BEAR FACED HIT IT, BRO!

Some days you eat the bear, and some days the bear eats you. So they say on Wall Street. Over this way it’s more likely that some days the Bear eats the road, and some days the road eats the Bear.

Yes, I know there are people who have never crashed. I am not one of them.

Here’s one I remember only by proxy.

I had already had two flats in the rear tyre on my Cossack 650 on the way up to my Mother’s for Christmas, so I should probably have guessed that I’d have another one. But Optimism is my middle name (it isn’t really, my middle name is Richard) so I was bowling along at a decent speed, or at least as decent a speed as the Cossack was capable of,outside Ballina on Christmas Eve when the tyre let go again.

This presented me with a problem.

The road was two-lane blacktop, and there was quite a lot of holiday traffic coming the other way.
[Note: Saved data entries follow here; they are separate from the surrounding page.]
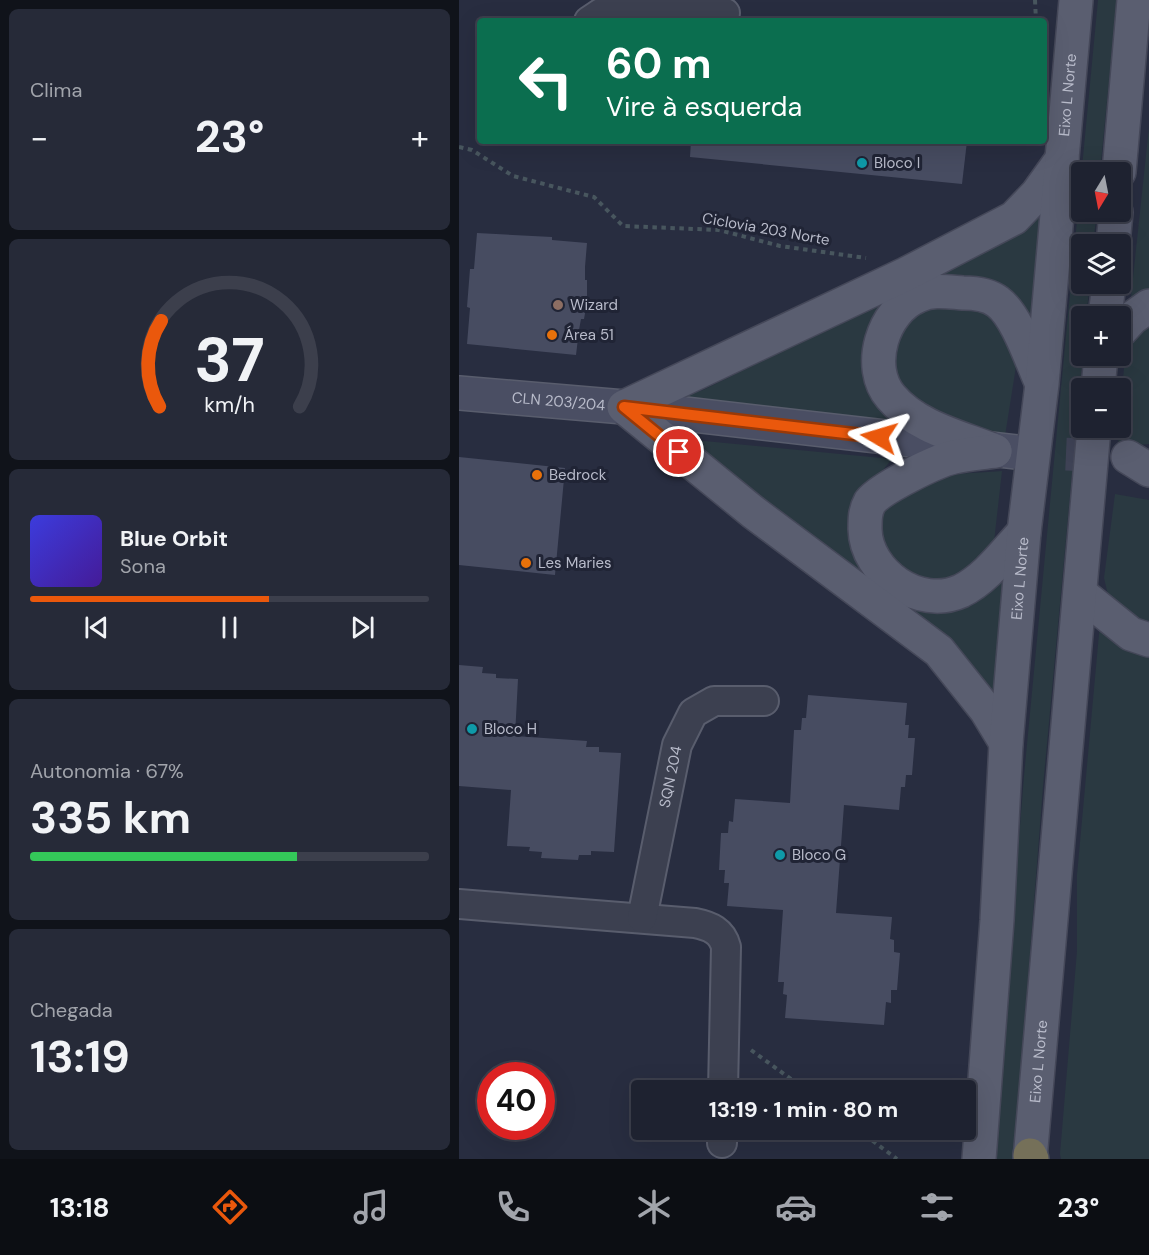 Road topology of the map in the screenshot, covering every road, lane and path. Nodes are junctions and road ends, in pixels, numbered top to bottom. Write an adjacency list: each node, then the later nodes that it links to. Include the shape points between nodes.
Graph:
1 (1035, 0): 6 (path)
2 (1076, 0): 8 (main road, Eixo L Norte)
3 (1134, 0): 9 (main road)
4 (726, 11): 5 (street, via 601,13)
5 (594, 18)
6 (1037, 18)
7 (459, 147): 10 (path, Ciclovia 203 Norte, via 472,150 513,176 594,197 623,226 719,230 780,246 895,262)
8 (1062, 159): 10 (main road, via 1014,218); 13 (main road, Eixo L Norte)
9 (1120, 162)
10 (906, 274): 15 (main road)
11 (1149, 306): 12 (main road)
12 (1131, 321)
13 (1042, 384): 16 (main road, via 1015,322 998,302 970,293 935,291 905,303 887,326 879,352 881,375 889,396 917,420); 18 (main road, Eixo L Norte)
14 (459, 393): 15 (street, CLN 203/204)
15 (624, 407): 16 (street, CLN 203/204); 22 (main road, via 753,512 939,651 986,710)
16 (1006, 452): 18 (main road, via 952,457 900,480 876,496 865,514 868,547 897,584 925,595 945,596 961,591 983,576)
17 (1130, 454): 19 (main road, Eixo L Norte)
18 (1024, 532): 22 (main road, Eixo L Norte)
19 (1080, 594): 20 (main road, via 1131,634); 29 (main road, Eixo L Norte)
20 (1149, 640)
21 (764, 701): 24 (street, SQN 204, via 714,701 693,713 677,745)
22 (1006, 743): 31 (main road, Eixo L Norte)
23 (459, 904): 24 (street)
24 (642, 918): 25 (street, via 706,925 722,937 726,947)
25 (725, 1032): 26 (street); 27 (path)
26 (723, 1080)
27 (792, 1080)
28 (871, 1140): 30 (path)
29 (1031, 1158)
30 (897, 1159)
31 (979, 1159) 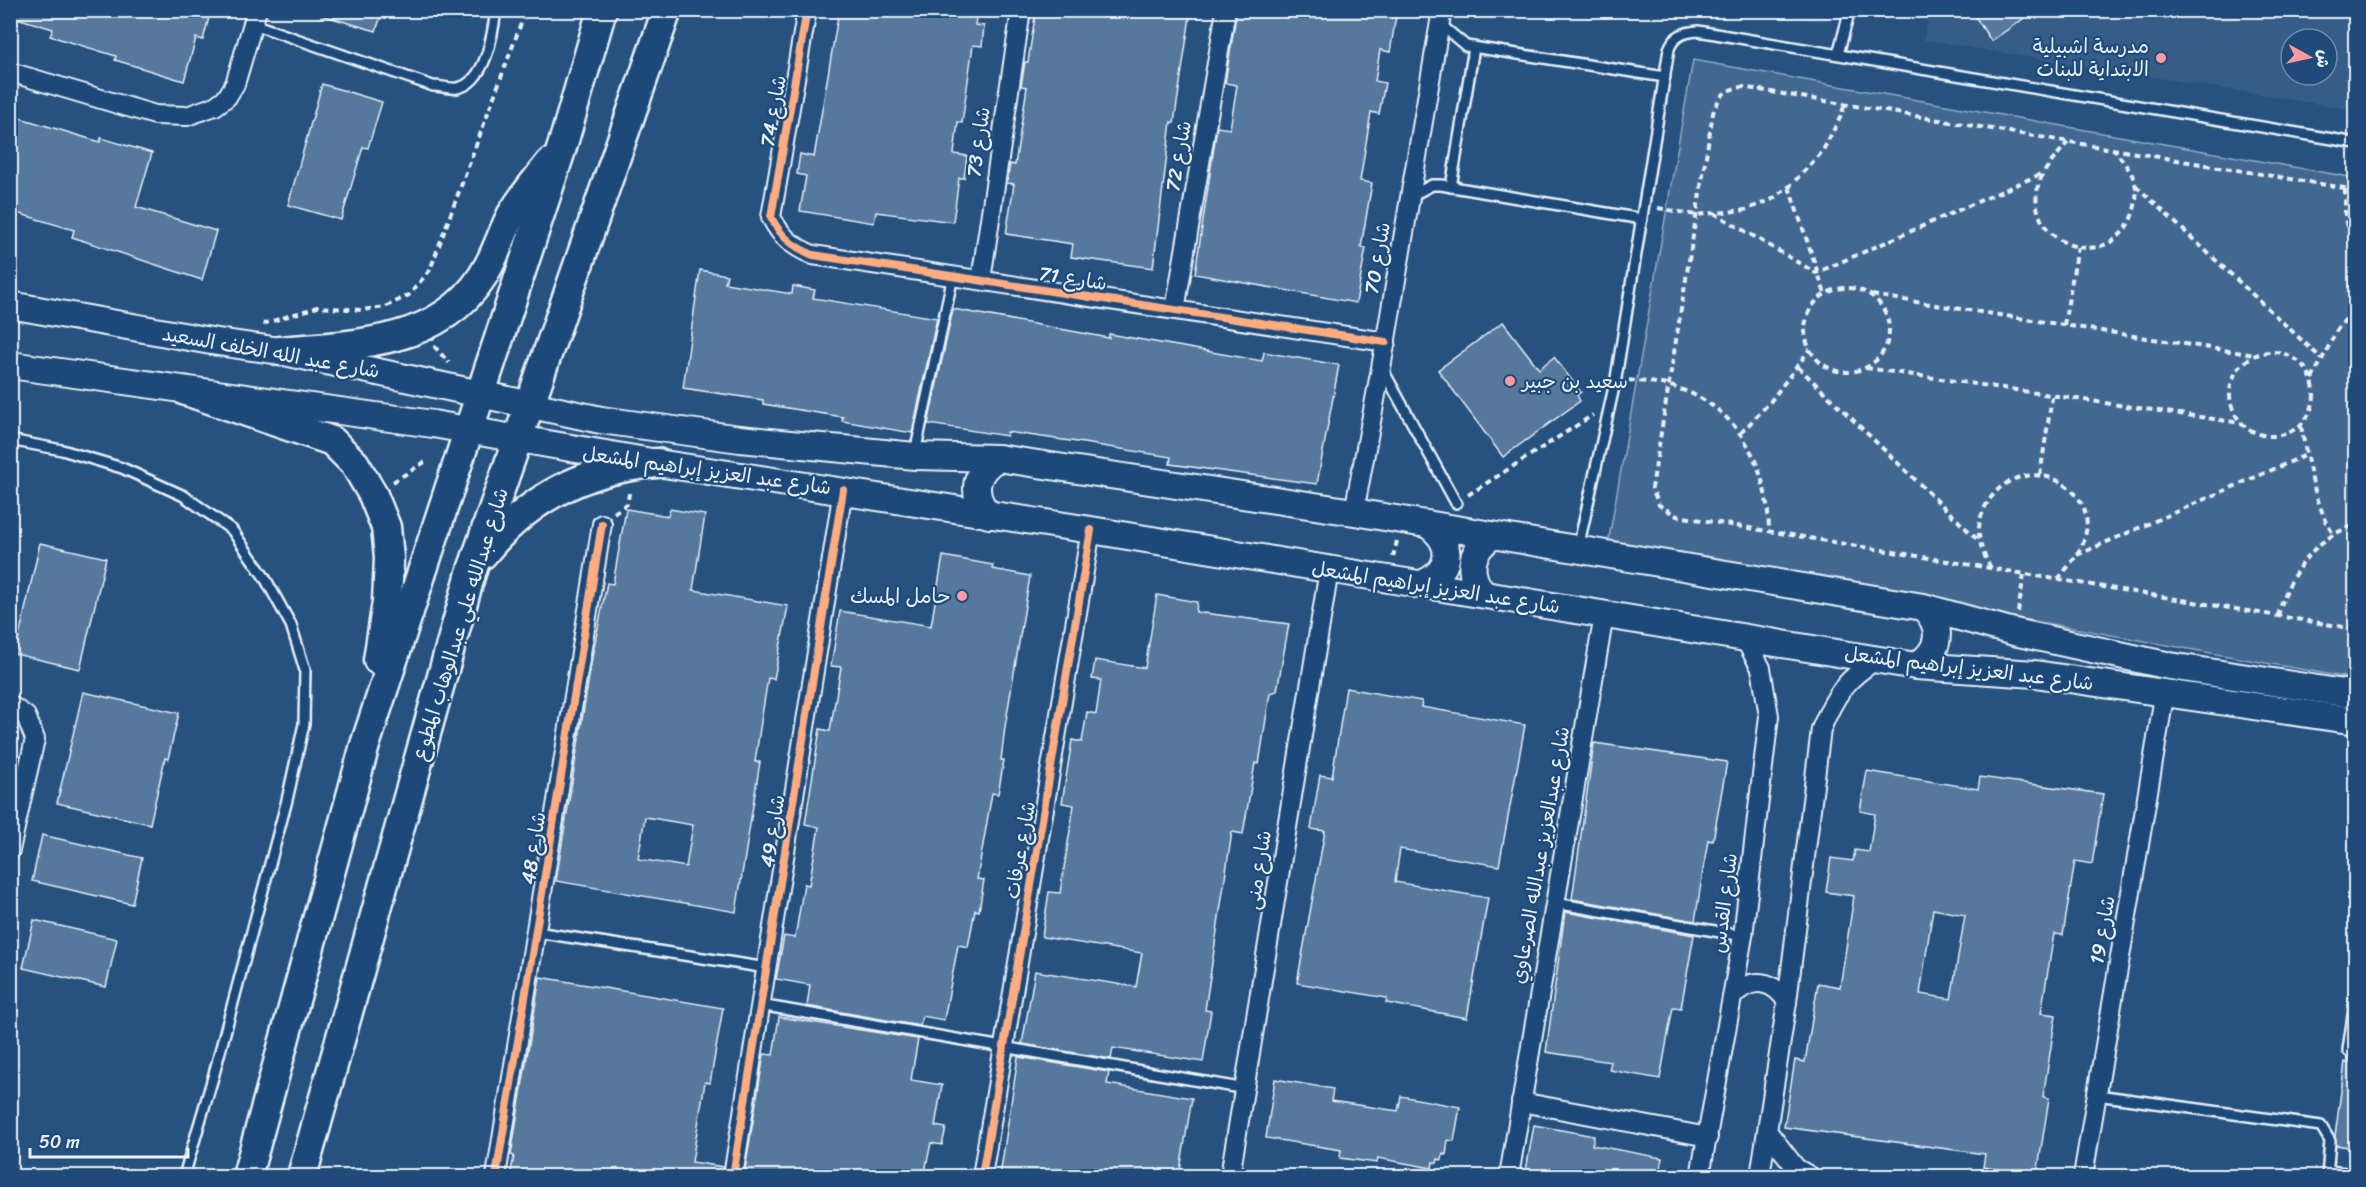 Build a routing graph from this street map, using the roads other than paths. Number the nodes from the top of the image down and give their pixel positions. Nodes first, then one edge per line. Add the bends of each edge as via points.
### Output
1 (496, 10) edge
2 (602, 10) edge
3 (667, 10) edge
4 (807, 10) edge
5 (1021, 10) edge
6 (1226, 10) edge
7 (1850, 10) edge
8 (1867, 10) edge
9 (1886, 10) edge
10 (255, 17) edge
11 (1441, 17) edge
12 (1474, 47) junction
13 (1838, 54) junction
14 (10, 72) edge
15 (1665, 77) junction
16 (2355, 143) edge
17 (562, 147) junction
18 (1451, 186) junction
19 (1411, 196) junction
20 (771, 217) joint
21 (1642, 219) junction
22 (953, 276) junction
23 (981, 280) junction
24 (10, 305) edge
25 (1175, 310) junction
26 (1386, 342) junction
27 (280, 351) junction
28 (10, 365) edge
29 (1381, 368) junction
30 (186, 391) junction
31 (481, 394) junction
32 (530, 405) junction
33 (469, 430) junction
34 (10, 440) edge
35 (517, 440) junction
36 (915, 456) junction
37 (998, 458) junction
38 (646, 464) junction
39 (843, 490) junction
40 (1456, 503) road end
41 (1354, 512) junction
42 (989, 515) junction
43 (603, 524) road end
44 (1427, 524) junction
45 (1091, 530) junction
46 (1492, 536) junction
47 (1578, 551) junction
48 (1329, 570) junction
49 (471, 573) junction
50 (1419, 585) junction
51 (1483, 594) junction
52 (1923, 607) junction
53 (1604, 615) junction
54 (1744, 638) junction
55 (1878, 659) junction
56 (1916, 666) junction
57 (2165, 691) junction
58 (2355, 695) edge
59 (10, 705) edge
60 (2355, 722) edge
61 (365, 745) junction
62 (10, 850) edge
63 (1555, 903) junction
64 (536, 932) junction
65 (1743, 936) junction
66 (767, 968) junction
67 (2355, 995) edge
68 (1733, 996) junction
69 (1787, 1002) junction
70 (760, 1005) junction
71 (1004, 1047) junction
72 (2355, 1058) edge
73 (1246, 1089) junction
74 (2097, 1095) junction
75 (1521, 1102) junction
76 (1768, 1132) junction
77 (1708, 1137) junction
78 (2327, 1174) edge
79 (2355, 1174) edge
80 (184, 1176) edge
81 (247, 1176) edge
82 (302, 1176) edge
83 (496, 1176) edge
84 (733, 1176) edge
85 (982, 1176) edge
86 (1230, 1176) edge
87 (1509, 1176) edge
88 (1700, 1176) edge
89 (1760, 1176) edge
90 (1810, 1176) edge
91 (2083, 1176) edge

1 - 10 lane via 490,46 474,79 458,88 433,86
2 - 17 main road
3 - 32 main road, شارع عبدالله علي عبدالوهاب المطوع
4 - 20 street, شارع 74
5 - 23 street, شارع 73
6 - 25 street, شارع 72
7 - 13 lane
8 - 9 lane
10 - 14 street via 235,84 227,97 187,116 155,115
11 - 12 lane via 1456,41
11 - 19 street, شارع 70
12 - 15 lane
12 - 18 lane
13 - 15 lane via 1689,31 1672,42
13 - 16 lane
15 - 21 lane
17 - 27 main road via 512,214 475,287 444,315 421,329 380,341
17 - 31 main road
18 - 19 lane via 1432,185
18 - 21 lane
19 - 26 street, شارع 70
20 - 22 street, شارع 71 via 787,241 813,255
21 - 47 lane via 1616,378
22 - 23 street, شارع 71
22 - 36 lane
23 - 25 street, شارع 71
24 - 27 main road, شارع عبد الله الخلف السعيد
25 - 26 street, شارع 71
26 - 29 street, شارع 70
27 - 31 main road, شارع عبد الله الخلف السعيد
28 - 30 main road
29 - 40 lane
29 - 41 street, شارع 70
30 - 33 main road
30 - 61 main road via 332,441 355,464 373,495 386,527 388,580
31 - 32 main road, شارع عبد الله الخلف السعيد
31 - 33 main road
32 - 35 main road, شارع عبدالله علي عبدالوهاب المطوع
32 - 36 main road, شارع عبد العزيز إبراهيم المشعل via 601,420 740,439
33 - 35 main road
33 - 61 main road
34 - 80 lane via 122,468 183,496 232,530 291,625 305,670 304,724 287,800
35 - 38 main road, شارع عبد العزيز إبراهيم المشعل
35 - 49 main road, شارع عبدالله علي عبدالوهاب المطوع
36 - 37 main road, شارع عبد العزيز إبراهيم المشعل
37 - 41 main road, شارع عبد العزيز إبراهيم المشعل
37 - 42 main road via 987,464 976,485 977,497
38 - 39 main road, شارع عبد العزيز إبراهيم المشعل
38 - 49 main road via 584,477 534,503 499,535
39 - 42 main road, شارع عبد العزيز إبراهيم المشعل
39 - 66 street, شارع 49
41 - 44 main road, شارع عبد العزيز إبراهيم المشعل
42 - 45 main road, شارع عبد العزيز إبراهيم المشعل
43 - 64 street, شارع 48
44 - 46 main road, شارع عبد العزيز إبراهيم المشعل
44 - 50 main road via 1442,538 1447,557 1432,580
45 - 48 main road, شارع عبد العزيز إبراهيم المشعل
45 - 71 street, شارع عرفات
46 - 47 main road, شارع عبد العزيز إبراهيم المشعل
46 - 51 main road via 1476,551 1472,562 1476,585
47 - 52 main road, شارع عبد العزيز إبراهيم المشعل
48 - 50 main road, شارع عبد العزيز إبراهيم المشعل
48 - 73 street, شارع منى
49 - 82 main road, شارع عبدالله علي عبدالوهاب المطوع
50 - 51 main road, شارع عبد العزيز إبراهيم المشعل
51 - 53 main road, شارع عبد العزيز إبراهيم المشعل
52 - 56 main road via 1937,626 1938,639 1927,660
52 - 58 main road, شارع عبد العزيز إبراهيم المشعل via 2014,632 2170,666
53 - 54 main road, شارع عبد العزيز إبراهيم المشعل
53 - 63 street, شارع عبدالعزيز عبدالله الصرعاوي
54 - 55 main road, شارع عبد العزيز إبراهيم المشعل
54 - 65 street, شارع القدس via 1761,668 1769,716
55 - 56 main road, شارع عبد العزيز إبراهيم المشعل
55 - 69 street via 1843,686 1821,729
56 - 57 main road, شارع عبد العزيز إبراهيم المشعل via 2035,674
57 - 60 main road, شارع عبد العزيز إبراهيم المشعل
57 - 74 street, شارع 19
59 - 62 street via 26,716 35,739
61 - 81 main road
63 - 65 lane
63 - 75 street, شارع عبدالعزيز عبدالله الصرعاوي
64 - 66 lane
64 - 83 street, شارع 48
65 - 68 street, شارع القدس
66 - 70 street, شارع 49
67 - 72 lane via 2348,1050
68 - 69 street via 1741,988 1762,982 1772,985
68 - 77 street, شارع القدس
69 - 76 street
70 - 71 lane
70 - 84 street, شارع 49
71 - 73 lane
71 - 85 street, شارع عرفات
73 - 86 street, شارع منى
74 - 78 lane via 2321,1126 2330,1140
74 - 91 street, شارع 19
75 - 77 street
75 - 87 street, شارع عبدالعزيز عبدالله الصرعاوي
76 - 89 street
76 - 90 street via 1796,1168
77 - 88 street, شارع القدس
78 - 79 lane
There was also a party of caravanners pulled up on the shoulder to my left. All I could really do was try to keep the bike upright and thread the needle between oncoming metal and stationary plywood. I apparently did that successfully for a few metres, until we were past the last (or perhaps I should say first) caravan, but by then the pendulum effect of the fl at rear tyre was so strong that when I did pull over, the bike went down with some considerable force and slammed my head into the gravel.

The Bear eats the road.

I woke up two days later – missed my Mother’s Christmas dinner – in Ballina Hospital. I had been awake in a kind of way, but not conscious; all I did was ask what time it was and then black out again. I had forgotten everything up to and including ten minutes or so before the crash, although some of it came back.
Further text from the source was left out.